La carretera socavada por las orugas de los tanques gime a nuestro paso. No ha pasado mucho desde que la asfaltaron. Cuántas veces la habrán reparado. Llegamos a Al-Manara. Vamos en coche a la tienda de helados de Rakab, una de las señas emblemáticas de la vieja Ramala. El edificio de Al-Natcha, destruido y arruinado durante la ocupación anterior y que ha sido restaurado en buena parte, ha vuelto a sufrir daños. Cristales desperdigados por el suelo. Llegamos al centro del casco antiguo. Muhámmad para cerca del Bank Al-Arabi, donde una muchedumbre mira hacia la oficina de Fath y el piso de arriba de aquel. Oigo el crujido de los cristales bajo mis pies. Pasa un coche. Uno de sus ocupantes saca un Kalashnikov y comienza a disparar al aire. Soha musita algo y yo siento rabia. ¿Por qué? ¿Por qué? ¿Por qué?

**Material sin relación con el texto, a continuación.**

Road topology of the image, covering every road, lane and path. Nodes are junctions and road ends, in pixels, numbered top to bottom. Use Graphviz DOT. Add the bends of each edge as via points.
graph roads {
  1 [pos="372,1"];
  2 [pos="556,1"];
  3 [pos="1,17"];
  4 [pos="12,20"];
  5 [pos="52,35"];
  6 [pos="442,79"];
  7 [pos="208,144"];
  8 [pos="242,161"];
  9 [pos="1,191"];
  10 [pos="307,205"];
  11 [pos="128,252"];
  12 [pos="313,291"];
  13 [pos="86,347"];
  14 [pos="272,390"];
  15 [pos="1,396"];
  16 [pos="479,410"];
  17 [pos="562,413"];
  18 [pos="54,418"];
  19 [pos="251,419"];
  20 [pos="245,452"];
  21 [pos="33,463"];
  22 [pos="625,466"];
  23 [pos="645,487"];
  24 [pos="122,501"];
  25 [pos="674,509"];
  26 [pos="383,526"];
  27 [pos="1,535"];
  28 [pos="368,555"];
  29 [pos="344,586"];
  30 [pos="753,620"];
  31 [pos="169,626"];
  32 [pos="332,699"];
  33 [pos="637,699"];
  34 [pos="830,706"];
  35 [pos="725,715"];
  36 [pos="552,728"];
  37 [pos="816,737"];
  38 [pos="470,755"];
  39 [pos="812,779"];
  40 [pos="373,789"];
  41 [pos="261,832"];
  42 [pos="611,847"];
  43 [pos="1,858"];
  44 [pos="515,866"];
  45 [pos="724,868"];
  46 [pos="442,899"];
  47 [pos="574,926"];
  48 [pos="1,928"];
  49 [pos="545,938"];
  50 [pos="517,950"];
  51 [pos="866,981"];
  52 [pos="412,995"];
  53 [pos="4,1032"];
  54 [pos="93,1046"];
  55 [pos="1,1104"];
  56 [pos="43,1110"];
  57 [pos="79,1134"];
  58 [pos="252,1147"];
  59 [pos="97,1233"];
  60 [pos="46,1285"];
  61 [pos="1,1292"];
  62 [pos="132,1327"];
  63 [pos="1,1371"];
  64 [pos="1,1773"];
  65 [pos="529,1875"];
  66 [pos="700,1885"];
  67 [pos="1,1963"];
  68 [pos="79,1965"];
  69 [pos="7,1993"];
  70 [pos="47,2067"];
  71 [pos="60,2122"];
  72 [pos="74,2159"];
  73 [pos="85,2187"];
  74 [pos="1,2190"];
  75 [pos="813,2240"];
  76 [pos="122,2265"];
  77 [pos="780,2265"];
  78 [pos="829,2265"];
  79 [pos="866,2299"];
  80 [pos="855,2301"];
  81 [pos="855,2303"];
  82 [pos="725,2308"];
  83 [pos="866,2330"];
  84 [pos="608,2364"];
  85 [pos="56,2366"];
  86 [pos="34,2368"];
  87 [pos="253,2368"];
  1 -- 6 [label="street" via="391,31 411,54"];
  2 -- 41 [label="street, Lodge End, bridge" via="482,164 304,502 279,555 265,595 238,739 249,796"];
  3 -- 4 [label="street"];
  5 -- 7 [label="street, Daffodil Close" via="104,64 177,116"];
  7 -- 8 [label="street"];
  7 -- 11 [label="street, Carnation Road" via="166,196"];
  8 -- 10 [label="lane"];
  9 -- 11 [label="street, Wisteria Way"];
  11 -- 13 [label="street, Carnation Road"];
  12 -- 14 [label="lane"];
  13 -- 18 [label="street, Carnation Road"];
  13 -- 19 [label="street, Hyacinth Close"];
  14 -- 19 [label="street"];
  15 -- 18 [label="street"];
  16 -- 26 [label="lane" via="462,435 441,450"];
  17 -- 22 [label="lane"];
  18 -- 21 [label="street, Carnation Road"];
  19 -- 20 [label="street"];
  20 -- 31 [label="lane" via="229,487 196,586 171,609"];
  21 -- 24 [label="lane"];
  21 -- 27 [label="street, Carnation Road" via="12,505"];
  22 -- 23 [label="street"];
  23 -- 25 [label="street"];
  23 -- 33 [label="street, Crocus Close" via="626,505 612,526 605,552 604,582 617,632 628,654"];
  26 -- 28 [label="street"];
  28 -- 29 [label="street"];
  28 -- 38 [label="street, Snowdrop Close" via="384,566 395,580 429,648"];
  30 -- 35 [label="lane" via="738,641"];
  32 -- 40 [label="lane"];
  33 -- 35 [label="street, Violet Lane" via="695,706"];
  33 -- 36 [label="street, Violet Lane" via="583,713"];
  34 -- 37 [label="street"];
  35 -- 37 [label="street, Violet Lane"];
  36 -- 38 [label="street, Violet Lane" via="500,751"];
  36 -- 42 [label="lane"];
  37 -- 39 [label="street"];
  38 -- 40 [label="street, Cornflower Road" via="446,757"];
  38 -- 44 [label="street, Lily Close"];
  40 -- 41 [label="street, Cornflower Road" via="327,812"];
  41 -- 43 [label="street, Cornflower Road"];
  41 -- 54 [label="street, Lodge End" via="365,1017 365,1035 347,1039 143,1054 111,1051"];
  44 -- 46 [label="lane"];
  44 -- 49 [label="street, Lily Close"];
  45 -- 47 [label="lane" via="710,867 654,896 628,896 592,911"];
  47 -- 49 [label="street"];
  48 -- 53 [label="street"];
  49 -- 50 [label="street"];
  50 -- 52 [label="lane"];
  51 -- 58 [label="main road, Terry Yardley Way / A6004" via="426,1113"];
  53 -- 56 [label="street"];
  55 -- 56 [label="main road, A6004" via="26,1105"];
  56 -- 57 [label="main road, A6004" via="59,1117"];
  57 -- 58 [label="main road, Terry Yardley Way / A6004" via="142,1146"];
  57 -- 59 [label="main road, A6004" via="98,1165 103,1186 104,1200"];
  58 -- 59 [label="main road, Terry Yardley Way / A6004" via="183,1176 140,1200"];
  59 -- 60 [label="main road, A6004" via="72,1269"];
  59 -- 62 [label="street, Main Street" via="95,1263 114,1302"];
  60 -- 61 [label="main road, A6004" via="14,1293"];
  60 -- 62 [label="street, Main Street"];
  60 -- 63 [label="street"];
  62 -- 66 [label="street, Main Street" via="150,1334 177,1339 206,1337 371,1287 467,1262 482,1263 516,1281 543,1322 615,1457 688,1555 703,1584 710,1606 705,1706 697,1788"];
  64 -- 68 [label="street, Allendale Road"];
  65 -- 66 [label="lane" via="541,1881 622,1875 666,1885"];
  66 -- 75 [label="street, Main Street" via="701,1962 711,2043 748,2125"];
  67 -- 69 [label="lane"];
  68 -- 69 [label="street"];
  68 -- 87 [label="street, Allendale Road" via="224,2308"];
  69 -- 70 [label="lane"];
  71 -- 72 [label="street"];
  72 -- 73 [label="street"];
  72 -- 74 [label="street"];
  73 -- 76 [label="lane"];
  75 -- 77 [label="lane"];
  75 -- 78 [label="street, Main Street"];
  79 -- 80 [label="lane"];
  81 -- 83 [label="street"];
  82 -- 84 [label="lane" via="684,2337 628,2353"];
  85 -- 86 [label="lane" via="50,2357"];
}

Un niño pregunta a alguien dónde estaba durante la invasión.
Muhámmad nos da detalles sobre el suceso:
—Los israelíes han hecho explotar un coche que les despertó sospechas.

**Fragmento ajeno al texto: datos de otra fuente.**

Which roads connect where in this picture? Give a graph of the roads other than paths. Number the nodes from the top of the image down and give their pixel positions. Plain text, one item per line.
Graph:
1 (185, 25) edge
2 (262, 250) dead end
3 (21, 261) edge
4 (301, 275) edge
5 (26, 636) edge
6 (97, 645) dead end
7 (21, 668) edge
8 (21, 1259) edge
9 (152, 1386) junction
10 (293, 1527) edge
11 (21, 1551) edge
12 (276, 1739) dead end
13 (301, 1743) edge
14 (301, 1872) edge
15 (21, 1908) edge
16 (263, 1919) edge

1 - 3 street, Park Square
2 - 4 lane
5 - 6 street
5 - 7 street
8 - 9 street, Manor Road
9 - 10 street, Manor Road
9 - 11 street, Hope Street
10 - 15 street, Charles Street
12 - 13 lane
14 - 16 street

—La gente se ha creído que estaban bombardeando la sede de Fath —digo.
—¿Qué otro sitio si no? —pregunta Muhámmad bromeando.
Soha le propone enseñarnos las zonas del casco antiguo que Israel ha decidido clausurar. Muhámmad señala hacia la gasolinera y después nos conduce a las callejuelas. Todas taponadas con cúmulos de arena y tierra apilados por los israelíes. Pasa un coche del Ministerio de Trabajo. En su impulso, levanta los cristales, la arena y los guijarros, los restos de hierros y piezas de coche desperdigados por el suelo. Siento dolor en el pie y el estómago. Algo en mi interior gritaba: ¿Hasta cuándo?
Nosotros construimos y ellos destruyen. Ellos destruyen y nosotros construimos. ¿Están poniendo a prueba nuestra paciencia? No quieren que muramos por temor a su propia existencia; pero tiñen todas nuestras opciones de muerte y al final nos empujan a ella muy a pesar nuestro. ¿Por qué se suicida un ser humano? ¿Se suicida el que es capaz de disfrutar de sus derechos? Una vez que la vida y la muerte se vuelven lo mismo podemos entender cómo pensaba el gigante Sansón cuando gritó: «¡Contra mí y mis enemigos, Señor!». Pues, en ocasiones, la muerte se troca en el único grito de expresión contra la muerte diaria, la muerte que renace con cada amanecer.


[RUZ SHUMALI MESLEH. «Hánzala rompe el muro». trad. Ignacio Gutiérrez de Terán. En Bajo la Ocupación. Relatos palestinos. Málaga, Centro de Ediciones de la Diputación, 2003.]